§ Task instructions
Word for word, output the data, with none of its pictures.

§ Listed records
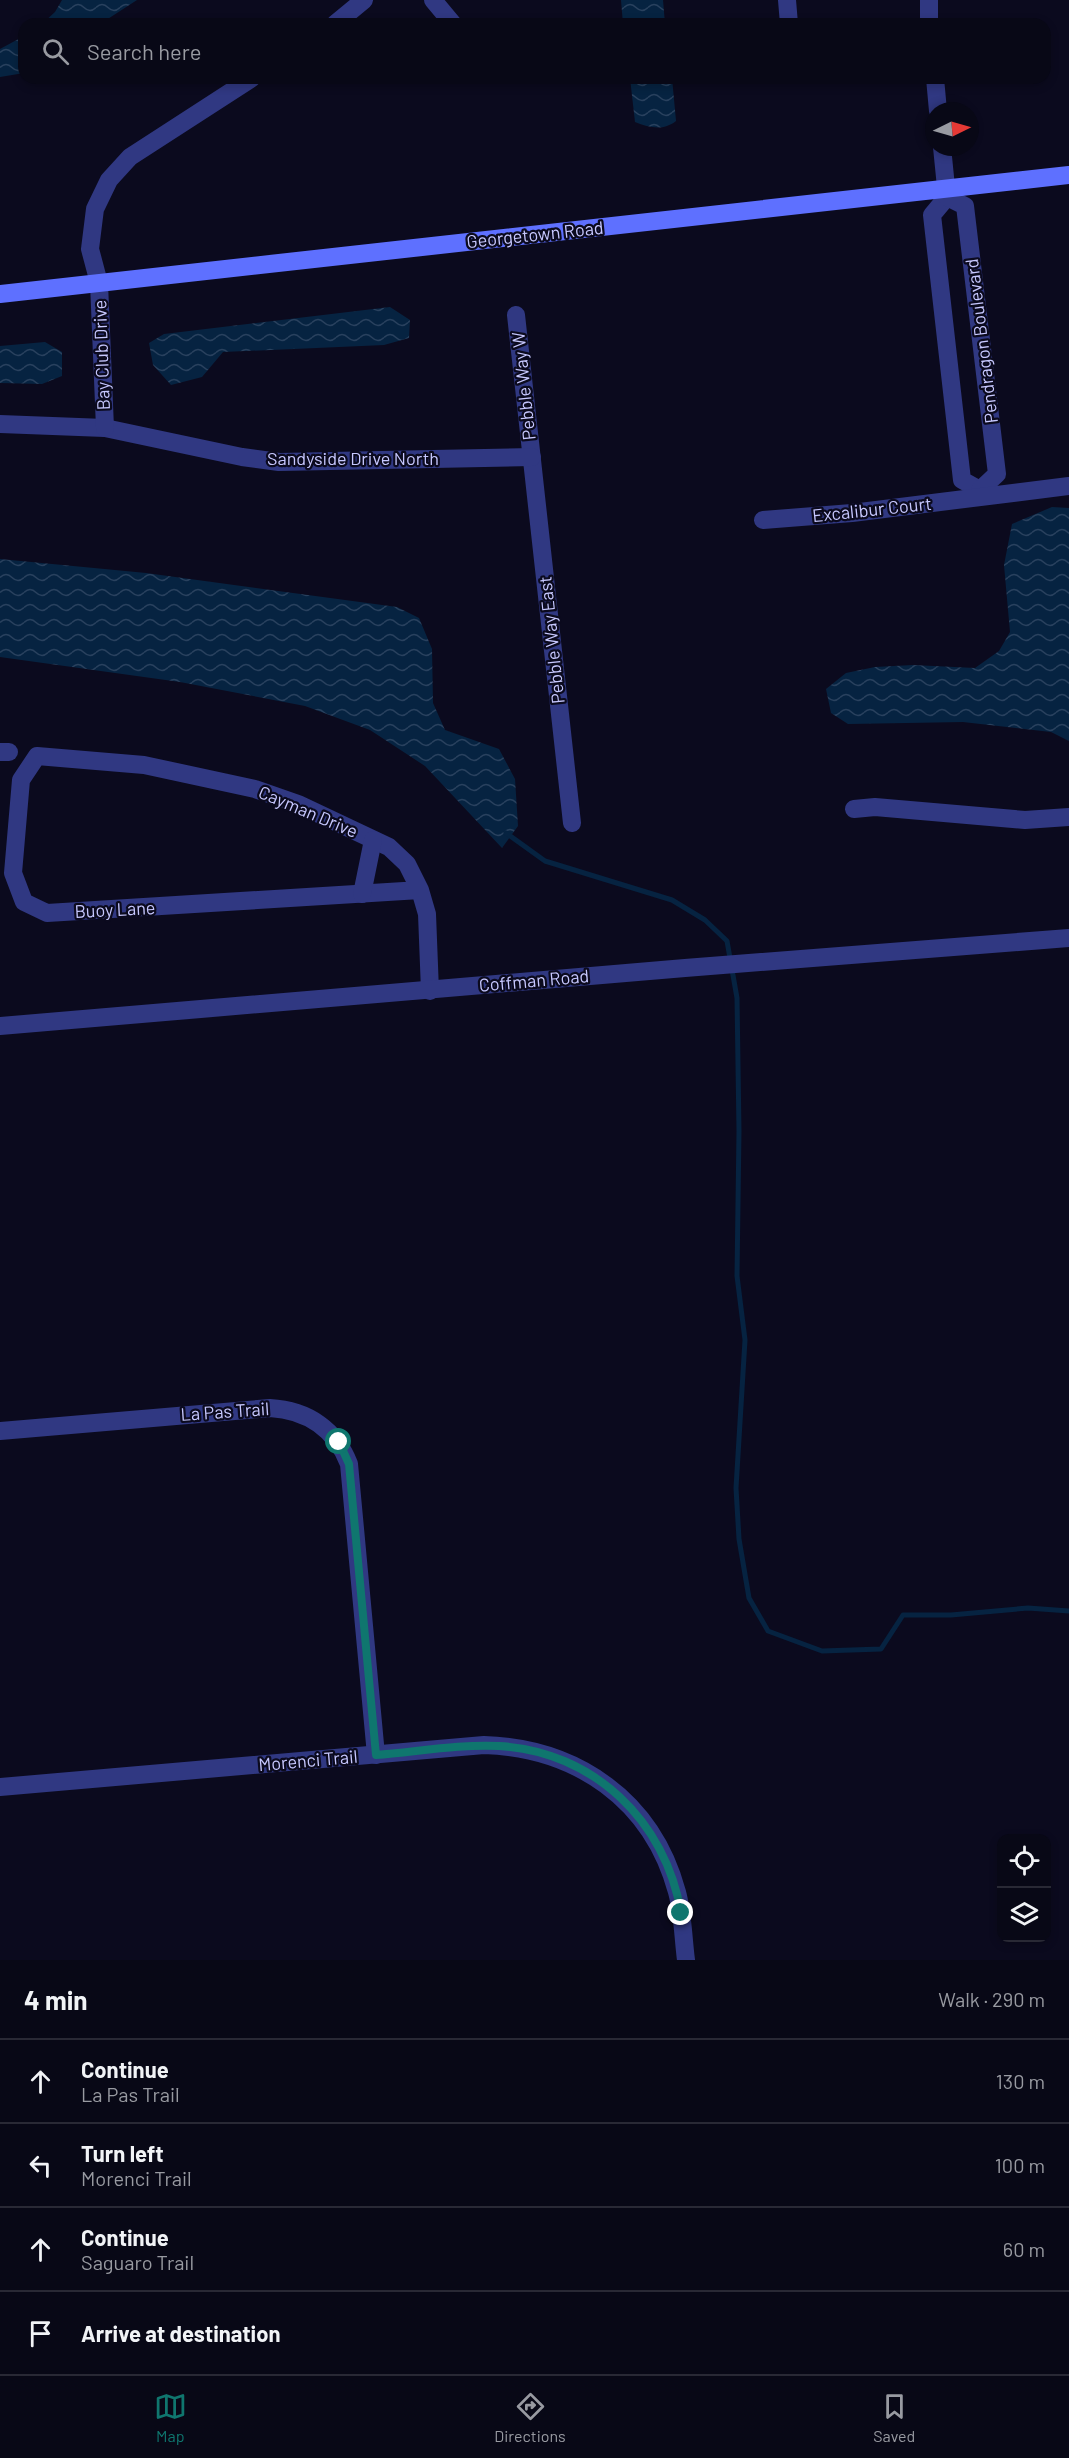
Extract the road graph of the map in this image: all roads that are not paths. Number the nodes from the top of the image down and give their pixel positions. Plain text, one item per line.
1 (364, 0) edge
2 (433, 0) edge
3 (787, 0) edge
4 (929, 0) edge
5 (342, 18) edge
6 (448, 18) edge
7 (788, 18) edge
8 (929, 18) edge
9 (243, 84) edge
10 (936, 84) edge
11 (937, 102) edge
12 (943, 156) edge
13 (1069, 175) edge
14 (946, 193) junction
15 (99, 283) junction
16 (0, 294) edge
17 (516, 315) dead end
18 (0, 424) edge
19 (105, 428) junction
20 (532, 457) junction
21 (1069, 486) edge
22 (980, 494) junction
23 (763, 520) dead end
24 (37, 756) joint
25 (854, 808) dead end
26 (1069, 817) edge
27 (573, 823) dead end
28 (373, 840) junction
29 (420, 890) junction
30 (362, 894) junction
31 (1069, 939) edge
32 (430, 991) junction
33 (0, 1026) edge
34 (0, 1431) edge
35 (376, 1755) junction
36 (0, 1787) edge
37 (686, 1960) edge

1 - 5 street
2 - 6 street
3 - 7 street
4 - 8 street
9 - 15 street, Bay Club Drive
10 - 11 street
12 - 14 street
13 - 14 main road, Georgetown Road
14 - 15 main road, Georgetown Road
14 - 22 street, Pendragon Boulevard
14 - 22 street, Pendragon Boulevard
15 - 16 main road, Georgetown Road
15 - 19 street, Bay Club Drive
17 - 20 street, Pebble Way W
18 - 19 street, Sandyside Drive North
19 - 20 street, Sandyside Drive North
20 - 27 street, Pebble Way East
21 - 22 street
22 - 23 street, Excalibur Court
24 - 28 street, Cayman Drive
24 - 30 street, Buoy Lane
25 - 26 street
28 - 29 street, Cayman Drive
28 - 30 street
29 - 30 street, Buoy Lane
29 - 32 street, Cayman Drive
31 - 32 street, Coffman Road
32 - 33 street, Coffman Road
34 - 35 street, La Pas Trail
35 - 36 street, Morenci Trail
35 - 37 street, Morenci Trail

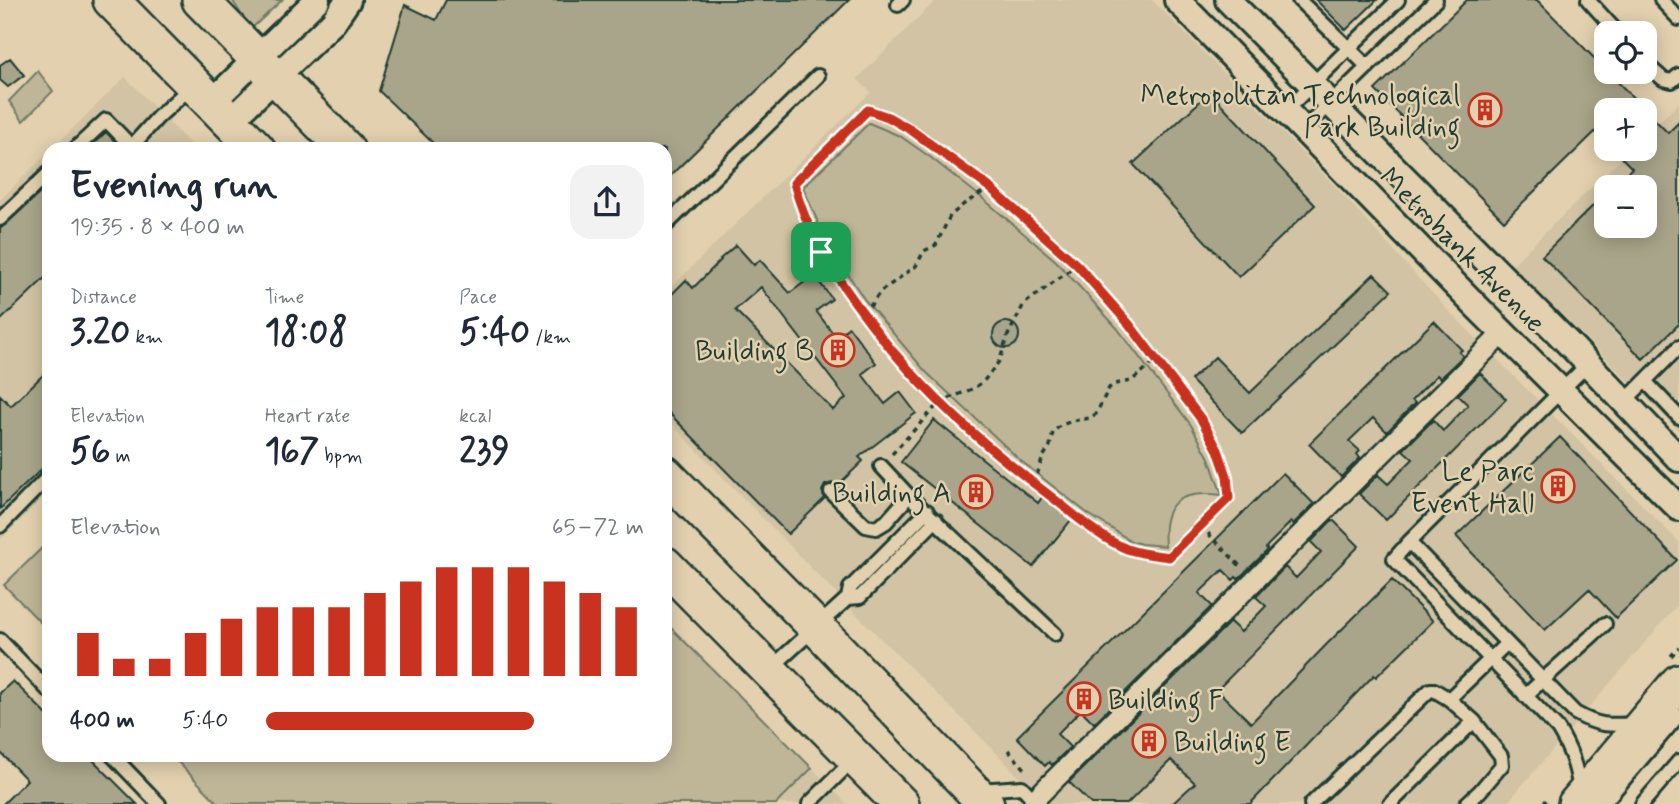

§ Response box
Extract the road graph of the map in this image: all roads that are not paths. Number the nodes from the top of the image down and give their pixel positions. Plain text, one item per line.
1 (364, 0) edge
2 (433, 0) edge
3 (787, 0) edge
4 (929, 0) edge
5 (342, 18) edge
6 (448, 18) edge
7 (788, 18) edge
8 (929, 18) edge
9 (243, 84) edge
10 (936, 84) edge
11 (937, 102) edge
12 (943, 156) edge
13 (1069, 175) edge
14 (946, 193) junction
15 (99, 283) junction
16 (0, 294) edge
17 (516, 315) dead end
18 (0, 424) edge
19 (105, 428) junction
20 (532, 457) junction
21 (1069, 486) edge
22 (980, 494) junction
23 (763, 520) dead end
24 (37, 756) joint
25 (854, 808) dead end
26 (1069, 817) edge
27 (573, 823) dead end
28 (373, 840) junction
29 (420, 890) junction
30 (362, 894) junction
31 (1069, 939) edge
32 (430, 991) junction
33 (0, 1026) edge
34 (0, 1431) edge
35 (376, 1755) junction
36 (0, 1787) edge
37 (686, 1960) edge

1 - 5 street
2 - 6 street
3 - 7 street
4 - 8 street
9 - 15 street, Bay Club Drive
10 - 11 street
12 - 14 street
13 - 14 main road, Georgetown Road
14 - 15 main road, Georgetown Road
14 - 22 street, Pendragon Boulevard
14 - 22 street, Pendragon Boulevard
15 - 16 main road, Georgetown Road
15 - 19 street, Bay Club Drive
17 - 20 street, Pebble Way W
18 - 19 street, Sandyside Drive North
19 - 20 street, Sandyside Drive North
20 - 27 street, Pebble Way East
21 - 22 street
22 - 23 street, Excalibur Court
24 - 28 street, Cayman Drive
24 - 30 street, Buoy Lane
25 - 26 street
28 - 29 street, Cayman Drive
28 - 30 street
29 - 30 street, Buoy Lane
29 - 32 street, Cayman Drive
31 - 32 street, Coffman Road
32 - 33 street, Coffman Road
34 - 35 street, La Pas Trail
35 - 36 street, Morenci Trail
35 - 37 street, Morenci Trail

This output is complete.